BEGIN The data

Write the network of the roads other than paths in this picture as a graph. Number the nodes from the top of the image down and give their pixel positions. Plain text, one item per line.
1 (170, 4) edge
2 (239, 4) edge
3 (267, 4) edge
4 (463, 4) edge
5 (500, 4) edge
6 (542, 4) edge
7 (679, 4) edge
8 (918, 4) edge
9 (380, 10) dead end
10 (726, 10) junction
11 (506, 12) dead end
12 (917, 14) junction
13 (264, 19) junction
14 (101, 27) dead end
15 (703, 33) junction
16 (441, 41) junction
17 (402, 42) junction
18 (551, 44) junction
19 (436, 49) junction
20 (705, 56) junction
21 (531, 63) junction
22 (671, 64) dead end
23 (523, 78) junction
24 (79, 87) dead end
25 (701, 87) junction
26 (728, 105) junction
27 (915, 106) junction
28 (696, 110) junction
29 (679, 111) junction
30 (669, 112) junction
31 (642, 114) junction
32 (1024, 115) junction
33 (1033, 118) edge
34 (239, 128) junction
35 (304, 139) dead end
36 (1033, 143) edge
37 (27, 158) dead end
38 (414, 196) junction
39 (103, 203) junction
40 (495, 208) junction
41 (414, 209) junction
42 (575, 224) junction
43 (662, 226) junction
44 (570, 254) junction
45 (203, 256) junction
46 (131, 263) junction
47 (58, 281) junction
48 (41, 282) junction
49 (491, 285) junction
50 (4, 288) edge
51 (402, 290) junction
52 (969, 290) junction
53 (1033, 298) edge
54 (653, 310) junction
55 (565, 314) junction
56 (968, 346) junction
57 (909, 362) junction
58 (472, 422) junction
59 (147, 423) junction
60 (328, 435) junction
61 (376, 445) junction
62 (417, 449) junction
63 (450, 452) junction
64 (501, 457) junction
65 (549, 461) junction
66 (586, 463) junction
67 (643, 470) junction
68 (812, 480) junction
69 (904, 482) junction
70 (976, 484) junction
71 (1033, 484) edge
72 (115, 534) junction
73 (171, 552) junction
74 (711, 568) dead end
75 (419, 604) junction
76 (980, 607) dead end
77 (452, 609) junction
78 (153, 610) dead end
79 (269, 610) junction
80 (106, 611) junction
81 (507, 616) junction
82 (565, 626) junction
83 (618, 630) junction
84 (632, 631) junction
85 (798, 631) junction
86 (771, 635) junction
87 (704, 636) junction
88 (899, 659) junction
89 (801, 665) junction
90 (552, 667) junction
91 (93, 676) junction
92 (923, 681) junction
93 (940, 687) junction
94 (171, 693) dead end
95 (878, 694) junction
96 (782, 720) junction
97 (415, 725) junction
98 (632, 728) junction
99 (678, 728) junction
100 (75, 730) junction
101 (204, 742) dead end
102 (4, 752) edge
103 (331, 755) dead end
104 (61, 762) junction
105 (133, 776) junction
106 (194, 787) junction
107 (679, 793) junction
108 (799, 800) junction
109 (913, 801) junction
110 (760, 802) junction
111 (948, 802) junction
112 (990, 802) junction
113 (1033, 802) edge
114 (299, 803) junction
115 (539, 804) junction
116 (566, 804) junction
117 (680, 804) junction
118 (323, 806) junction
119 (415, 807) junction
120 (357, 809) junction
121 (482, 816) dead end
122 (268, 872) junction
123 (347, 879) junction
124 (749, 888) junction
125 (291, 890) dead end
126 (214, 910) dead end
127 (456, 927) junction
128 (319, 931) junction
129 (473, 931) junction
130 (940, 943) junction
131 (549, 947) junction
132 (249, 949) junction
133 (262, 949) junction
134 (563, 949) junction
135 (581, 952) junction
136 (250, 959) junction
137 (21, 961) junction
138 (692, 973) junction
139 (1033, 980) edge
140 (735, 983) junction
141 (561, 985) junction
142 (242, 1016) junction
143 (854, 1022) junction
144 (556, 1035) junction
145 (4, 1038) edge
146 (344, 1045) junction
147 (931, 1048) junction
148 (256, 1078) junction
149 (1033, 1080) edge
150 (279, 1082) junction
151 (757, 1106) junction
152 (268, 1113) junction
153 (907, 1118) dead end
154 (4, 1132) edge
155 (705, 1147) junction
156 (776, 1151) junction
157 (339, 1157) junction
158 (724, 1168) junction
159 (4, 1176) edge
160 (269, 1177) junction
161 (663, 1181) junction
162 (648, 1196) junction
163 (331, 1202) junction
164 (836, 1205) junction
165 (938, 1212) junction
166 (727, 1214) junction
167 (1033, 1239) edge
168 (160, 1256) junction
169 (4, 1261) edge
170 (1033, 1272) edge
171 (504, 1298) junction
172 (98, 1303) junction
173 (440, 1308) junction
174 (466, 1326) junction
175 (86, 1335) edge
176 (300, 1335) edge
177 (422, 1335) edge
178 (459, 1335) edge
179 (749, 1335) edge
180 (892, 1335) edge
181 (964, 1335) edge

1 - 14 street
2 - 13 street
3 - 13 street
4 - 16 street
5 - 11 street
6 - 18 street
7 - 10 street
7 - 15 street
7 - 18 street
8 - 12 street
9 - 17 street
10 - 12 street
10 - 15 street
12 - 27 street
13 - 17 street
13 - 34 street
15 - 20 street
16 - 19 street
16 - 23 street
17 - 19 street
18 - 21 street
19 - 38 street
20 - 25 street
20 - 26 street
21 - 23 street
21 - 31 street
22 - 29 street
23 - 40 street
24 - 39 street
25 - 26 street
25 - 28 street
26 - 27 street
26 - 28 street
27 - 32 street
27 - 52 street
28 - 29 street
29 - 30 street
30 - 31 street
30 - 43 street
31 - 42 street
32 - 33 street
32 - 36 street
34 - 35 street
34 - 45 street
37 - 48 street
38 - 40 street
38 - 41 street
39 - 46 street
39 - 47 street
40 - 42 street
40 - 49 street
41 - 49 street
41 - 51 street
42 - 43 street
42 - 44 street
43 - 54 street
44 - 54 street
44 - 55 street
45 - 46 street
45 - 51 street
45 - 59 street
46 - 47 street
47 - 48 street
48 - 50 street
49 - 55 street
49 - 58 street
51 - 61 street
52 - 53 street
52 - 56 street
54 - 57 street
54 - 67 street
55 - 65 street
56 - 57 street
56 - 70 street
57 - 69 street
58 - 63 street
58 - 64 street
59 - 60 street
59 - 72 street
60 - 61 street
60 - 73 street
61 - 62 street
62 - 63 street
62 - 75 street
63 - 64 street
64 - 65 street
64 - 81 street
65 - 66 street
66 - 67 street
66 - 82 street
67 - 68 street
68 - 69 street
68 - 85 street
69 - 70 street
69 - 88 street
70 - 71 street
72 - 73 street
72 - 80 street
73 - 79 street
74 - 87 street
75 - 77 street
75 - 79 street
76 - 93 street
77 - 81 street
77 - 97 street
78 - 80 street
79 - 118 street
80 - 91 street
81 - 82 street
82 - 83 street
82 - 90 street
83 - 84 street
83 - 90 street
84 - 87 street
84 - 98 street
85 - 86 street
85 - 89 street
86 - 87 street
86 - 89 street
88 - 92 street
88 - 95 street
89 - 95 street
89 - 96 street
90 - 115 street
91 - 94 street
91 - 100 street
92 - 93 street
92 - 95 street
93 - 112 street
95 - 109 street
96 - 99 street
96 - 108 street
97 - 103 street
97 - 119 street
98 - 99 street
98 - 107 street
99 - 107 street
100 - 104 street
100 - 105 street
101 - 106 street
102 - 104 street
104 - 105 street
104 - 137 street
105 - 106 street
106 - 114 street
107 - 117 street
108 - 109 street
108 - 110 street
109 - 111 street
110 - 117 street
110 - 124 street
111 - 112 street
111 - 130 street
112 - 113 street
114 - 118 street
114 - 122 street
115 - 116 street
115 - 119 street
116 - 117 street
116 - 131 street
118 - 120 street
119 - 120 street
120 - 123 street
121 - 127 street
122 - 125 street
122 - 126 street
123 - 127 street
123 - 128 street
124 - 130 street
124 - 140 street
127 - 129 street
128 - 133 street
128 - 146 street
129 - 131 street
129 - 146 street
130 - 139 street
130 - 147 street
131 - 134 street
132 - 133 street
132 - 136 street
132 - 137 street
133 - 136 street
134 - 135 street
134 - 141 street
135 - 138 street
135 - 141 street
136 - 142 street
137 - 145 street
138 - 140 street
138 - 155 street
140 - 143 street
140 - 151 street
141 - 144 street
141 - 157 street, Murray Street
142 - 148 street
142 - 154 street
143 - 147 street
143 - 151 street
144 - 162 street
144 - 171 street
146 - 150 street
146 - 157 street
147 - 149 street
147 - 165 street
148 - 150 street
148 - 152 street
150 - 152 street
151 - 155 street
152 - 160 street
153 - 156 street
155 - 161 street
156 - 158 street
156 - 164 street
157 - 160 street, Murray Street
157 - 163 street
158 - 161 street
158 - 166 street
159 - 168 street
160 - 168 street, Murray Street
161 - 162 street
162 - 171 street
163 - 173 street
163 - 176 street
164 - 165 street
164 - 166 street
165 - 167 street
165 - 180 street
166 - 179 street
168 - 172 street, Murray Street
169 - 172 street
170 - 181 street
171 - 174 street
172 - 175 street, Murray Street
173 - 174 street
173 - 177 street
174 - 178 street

END The data

Task description: The answer must be all the lines above that hold the word "Murray".

Response:
141 - 157 street, Murray Street
157 - 160 street, Murray Street
160 - 168 street, Murray Street
168 - 172 street, Murray Street
172 - 175 street, Murray Street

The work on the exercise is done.